Les autorités chinoises ont approché les proches de victimes de la place Tiananmen, en amont du 22e anniversaire de la répression sanglante du printemps de Pékin, le 4 juin 1989. Plus précisément, elles seraient entrées en contact avec une famille à deux reprises, en février et en avril, afin de lui proposer une indemnisation financière et d'en discuter le montant.

Cette proposition ne devait en aucun cas être généralisée aux proches des 203 personnes tuées, selon le bilan du groupe des "mères de Tiananmen" et si l'on ne compte que les victimes identifiées. L'offre n'ouvrait pas non plus la voie à des excuses ou à une reconnaissance officielle des événements que Pékin a longtemps qualifiés de complot contre-révolutionnaire, avant d'évoquer récemment des "troubles politiques". Mais sans lever le tabou.

Ces conditions sont exposées dans une lettre des 127 "mères de Tiananmen" rendue publique par le groupe Human Rights in China, basé aux Etats-Unis. "Les visiteurs n'ont pas parlé de rendre la vérité publique, d'entreprendre une enquête judiciaire ou de fournir une explication sur chaque victime. Ils ont seulement soulevé la question du montant à payer" avec l'un des membres de ce groupe qui a décliné l'offre.

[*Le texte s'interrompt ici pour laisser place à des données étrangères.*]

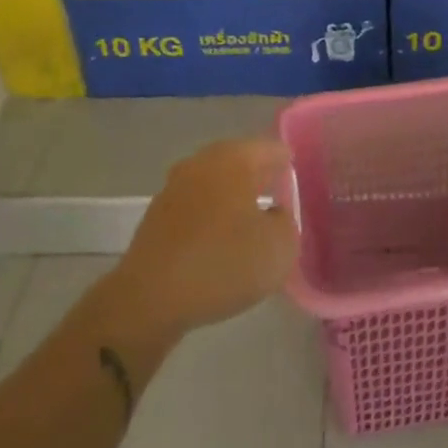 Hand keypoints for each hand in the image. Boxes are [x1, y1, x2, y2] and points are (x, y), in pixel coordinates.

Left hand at [115, 137, 298, 335]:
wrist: (149, 298)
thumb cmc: (222, 264)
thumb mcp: (279, 248)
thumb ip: (286, 222)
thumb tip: (273, 214)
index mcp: (234, 160)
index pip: (271, 149)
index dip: (287, 161)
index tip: (297, 176)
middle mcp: (202, 163)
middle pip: (239, 160)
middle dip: (258, 174)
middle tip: (278, 191)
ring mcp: (175, 187)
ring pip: (214, 182)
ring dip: (232, 195)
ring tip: (251, 217)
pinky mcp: (157, 215)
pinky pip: (196, 205)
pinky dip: (211, 214)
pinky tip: (219, 238) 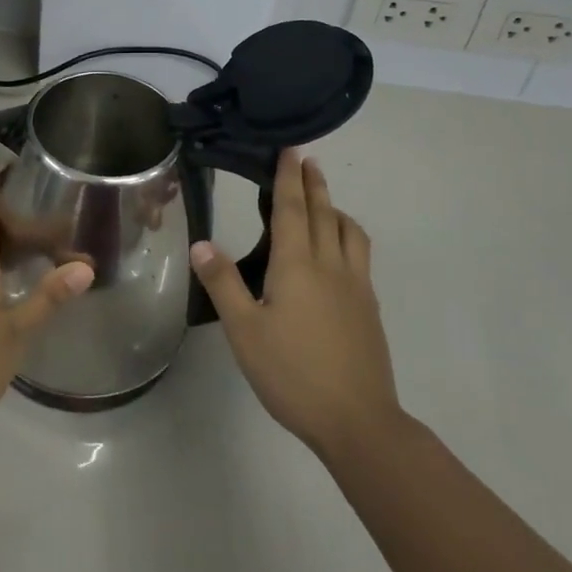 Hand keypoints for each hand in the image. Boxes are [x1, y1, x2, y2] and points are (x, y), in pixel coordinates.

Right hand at [189, 150, 400, 460]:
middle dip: (314, 183)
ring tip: (325, 203)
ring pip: (350, 232)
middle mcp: (331, 265)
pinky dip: (347, 236)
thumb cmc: (293, 373)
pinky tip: (339, 254)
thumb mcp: (245, 331)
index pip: (293, 209)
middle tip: (307, 160)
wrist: (358, 420)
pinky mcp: (369, 308)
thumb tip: (203, 243)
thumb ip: (224, 284)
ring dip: (336, 209)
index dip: (289, 178)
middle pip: (324, 213)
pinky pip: (360, 255)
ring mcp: (356, 286)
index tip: (290, 151)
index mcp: (298, 265) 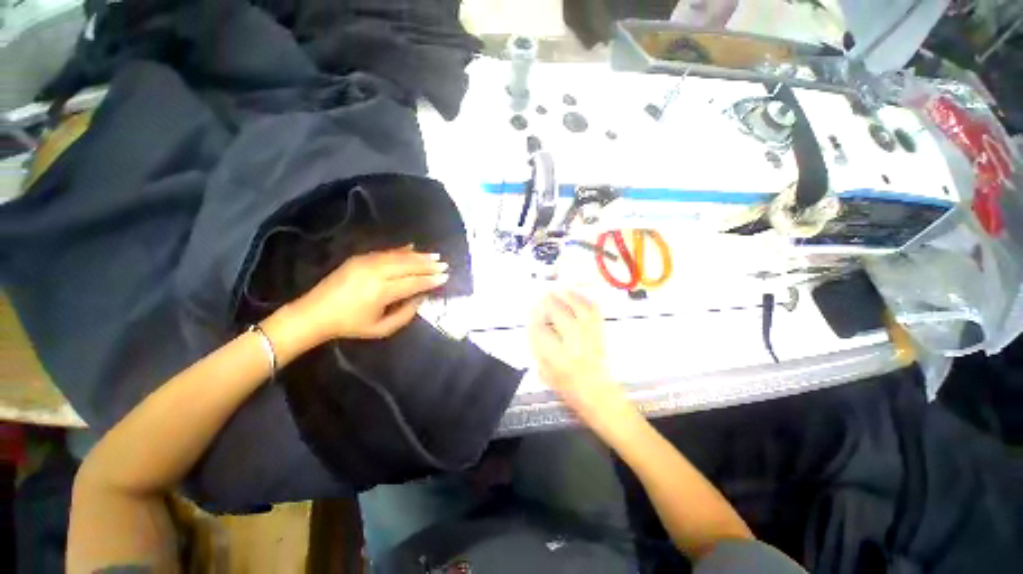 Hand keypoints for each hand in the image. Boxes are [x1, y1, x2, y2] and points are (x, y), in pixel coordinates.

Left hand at [290, 246, 448, 341]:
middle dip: (428, 265)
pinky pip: (385, 252)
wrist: (315, 313)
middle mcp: (375, 273)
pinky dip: (401, 250)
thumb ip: (405, 315)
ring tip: (434, 256)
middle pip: (408, 266)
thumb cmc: (350, 325)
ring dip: (418, 256)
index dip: (430, 280)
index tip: (445, 277)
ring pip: (399, 256)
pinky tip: (412, 247)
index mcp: (381, 292)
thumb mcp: (381, 329)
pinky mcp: (359, 258)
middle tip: (444, 264)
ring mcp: (366, 262)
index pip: (412, 283)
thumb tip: (420, 298)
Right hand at [528, 292, 632, 427]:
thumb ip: (539, 351)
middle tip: (543, 296)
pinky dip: (586, 301)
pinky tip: (579, 297)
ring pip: (580, 309)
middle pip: (560, 315)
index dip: (534, 320)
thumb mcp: (547, 375)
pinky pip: (595, 313)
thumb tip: (535, 330)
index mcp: (560, 359)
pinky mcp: (601, 335)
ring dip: (568, 297)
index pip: (542, 332)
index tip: (531, 315)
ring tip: (560, 290)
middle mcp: (576, 345)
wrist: (601, 398)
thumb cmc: (572, 391)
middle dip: (549, 303)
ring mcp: (591, 338)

Le groupe des 127 salue le fait que "le silence ait été rompu cette année" sur ces événements... Le Guardian ne rapporte qu'un précédent daté de 2005: la mère d'une victime avait alors accepté 70 000 yuans. Mais depuis des années, les demandes de ce groupe ont été ignorées par le gouvernement et certains de ses membres ont fait l'objet de surveillance et de "restrictions personnelles".

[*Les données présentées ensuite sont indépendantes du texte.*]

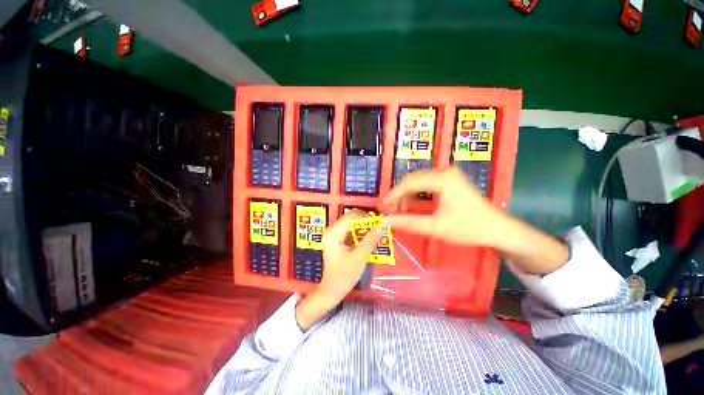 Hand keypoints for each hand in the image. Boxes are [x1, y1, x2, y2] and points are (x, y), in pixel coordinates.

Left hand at [295, 210, 382, 329]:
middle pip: (349, 219)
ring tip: (375, 231)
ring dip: (363, 227)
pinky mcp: (337, 240)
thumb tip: (381, 228)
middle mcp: (331, 231)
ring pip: (350, 224)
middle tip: (378, 226)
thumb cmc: (344, 276)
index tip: (378, 221)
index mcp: (333, 234)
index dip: (364, 218)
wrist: (332, 291)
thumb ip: (370, 241)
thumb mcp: (359, 258)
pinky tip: (368, 237)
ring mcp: (333, 236)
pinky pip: (349, 231)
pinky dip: (359, 233)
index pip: (350, 218)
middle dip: (364, 221)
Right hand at [382, 166, 567, 274]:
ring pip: (418, 182)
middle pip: (412, 180)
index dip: (393, 195)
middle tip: (390, 211)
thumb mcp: (436, 227)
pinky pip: (425, 185)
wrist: (497, 229)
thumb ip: (408, 223)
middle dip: (399, 195)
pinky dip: (415, 195)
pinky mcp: (449, 180)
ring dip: (406, 196)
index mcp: (443, 178)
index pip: (409, 183)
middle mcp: (444, 171)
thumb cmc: (469, 228)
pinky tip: (411, 206)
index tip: (383, 207)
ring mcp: (448, 175)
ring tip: (399, 210)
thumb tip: (386, 221) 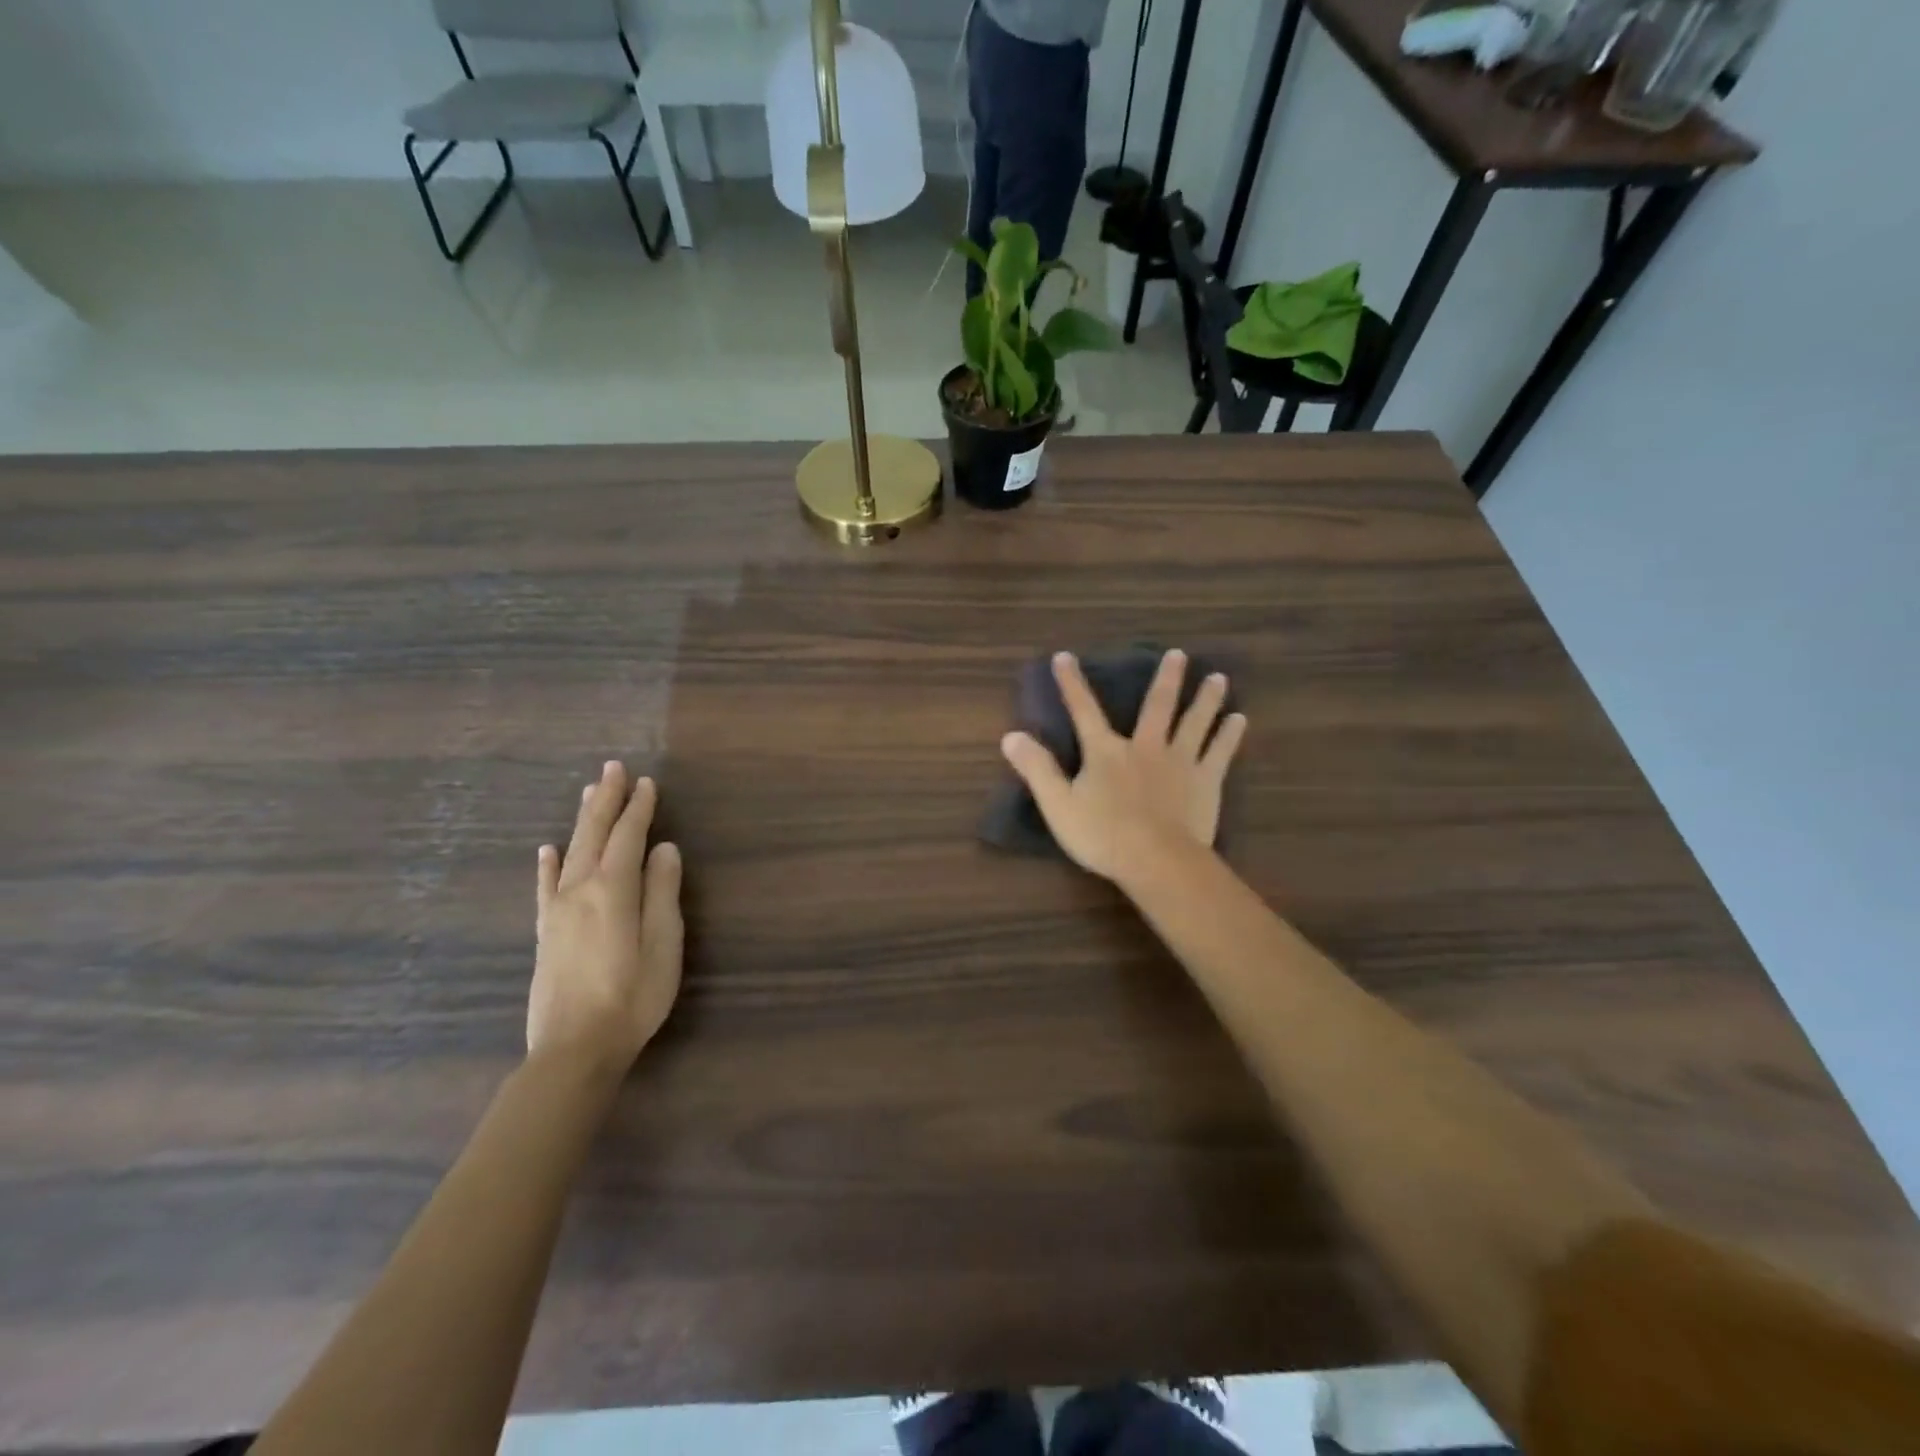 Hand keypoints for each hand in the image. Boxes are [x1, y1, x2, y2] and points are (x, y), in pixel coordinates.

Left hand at [528, 761, 683, 1073]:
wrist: (574, 1049)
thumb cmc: (633, 997)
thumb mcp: (663, 945)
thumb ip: (663, 893)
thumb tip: (664, 849)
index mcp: (613, 891)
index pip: (628, 837)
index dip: (639, 808)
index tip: (647, 783)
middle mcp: (580, 890)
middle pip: (594, 835)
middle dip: (606, 800)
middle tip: (613, 768)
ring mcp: (557, 911)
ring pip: (570, 852)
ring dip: (581, 820)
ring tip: (588, 792)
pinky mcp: (545, 933)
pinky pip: (545, 887)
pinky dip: (548, 864)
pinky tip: (547, 850)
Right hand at [1001, 650, 1246, 885]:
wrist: (1156, 860)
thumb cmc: (1102, 835)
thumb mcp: (1058, 804)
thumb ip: (1036, 769)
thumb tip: (1010, 735)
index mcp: (1106, 752)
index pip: (1083, 711)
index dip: (1071, 684)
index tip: (1065, 657)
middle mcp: (1145, 747)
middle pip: (1157, 706)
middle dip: (1166, 679)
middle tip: (1179, 654)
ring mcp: (1180, 762)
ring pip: (1194, 722)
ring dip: (1205, 699)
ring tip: (1218, 677)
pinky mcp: (1205, 781)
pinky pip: (1219, 752)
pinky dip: (1229, 735)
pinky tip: (1239, 720)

Faut-il cependant voir une ouverture, aussi minime soit-elle, dans l'offre d'indemnisation rendue publique cette semaine? Un responsable de HRW interrogé par le Guardian en doute: "Nous savons que le parti communiste manie la carotte aussi bien que le bâton pour que les gens gardent le silence. Je doute que cela débouche sur la reconnaissance de la responsabilité du gouvernement".

Il ajoute cependant que "le simple fait que les mères de Tiananmen ne soient pas en prison revient à avouer silencieusement que leur cause est légitime", quand d'autres anciens de la place Tiananmen sont toujours derrière les barreaux, parfois rejoints par des activistes qui parleraient trop du 4 juin 1989, comme un certain Liu Xiaobo, prix Nobel de la paix 2010.

Le printemps arabe en filigrane

Des analystes perçoivent davantage dans cette offre, en filigrane, la fébrilité de Pékin après l'émergence de mouvements populaires en faveur de la démocratie et des droits sociaux dans les pays arabes. Les mères de Tiananmen estiment que "Pékin redoute que la situation au Moyen-Orient et en Afrique du Nord s'étende à la Chine et qu'elle donne naissance à des événements similaires au mouvement de 1989 pour la démocratie."

Le président chinois Hu Jintao a d'ailleurs appelé lundi, après des manifestations en Mongolie intérieure (lire l'encadré), à renforcer le contrôle sur la société, lors d'une réunion du bureau politique. "La Chine se trouve à un moment capital et stratégique de son développement, dans une phase de contradictions sociales exacerbées", selon les conclusions publiées par l'agence Chine nouvelle.

Depuis février, et un appel à manifester chaque dimanche, la censure s'est resserrée sur Internet, alors que le rôle de Facebook ou Twitter dans les révoltes arabes a été largement commenté. Et des centaines de dissidents, d'activistes, d'avocats des droits de l'hommes ou d'artistes ont été arrêtés, interrogés ou soumis à une surveillance policière depuis février, selon les "mères de Tiananmen", qui y voient la campagne de répression la plus dure menée par Pékin... depuis Tiananmen.

Pékin a rétorqué jeudi en assurant que les droits de l'Homme n'avaient jamais été aussi respectés en Chine qu'aujourd'hui. "En même temps, les citoyens chinois doivent respecter les lois et ne sont pas au-dessus des lois", avait ajouté un porte-parole du ministère des Affaires étrangères. Quant au 4 juin, Pékin ne compte pas réexaminer l'Histoire et s'en tient à "ses conclusions" sur ces "troubles politiques (...) du siècle dernier".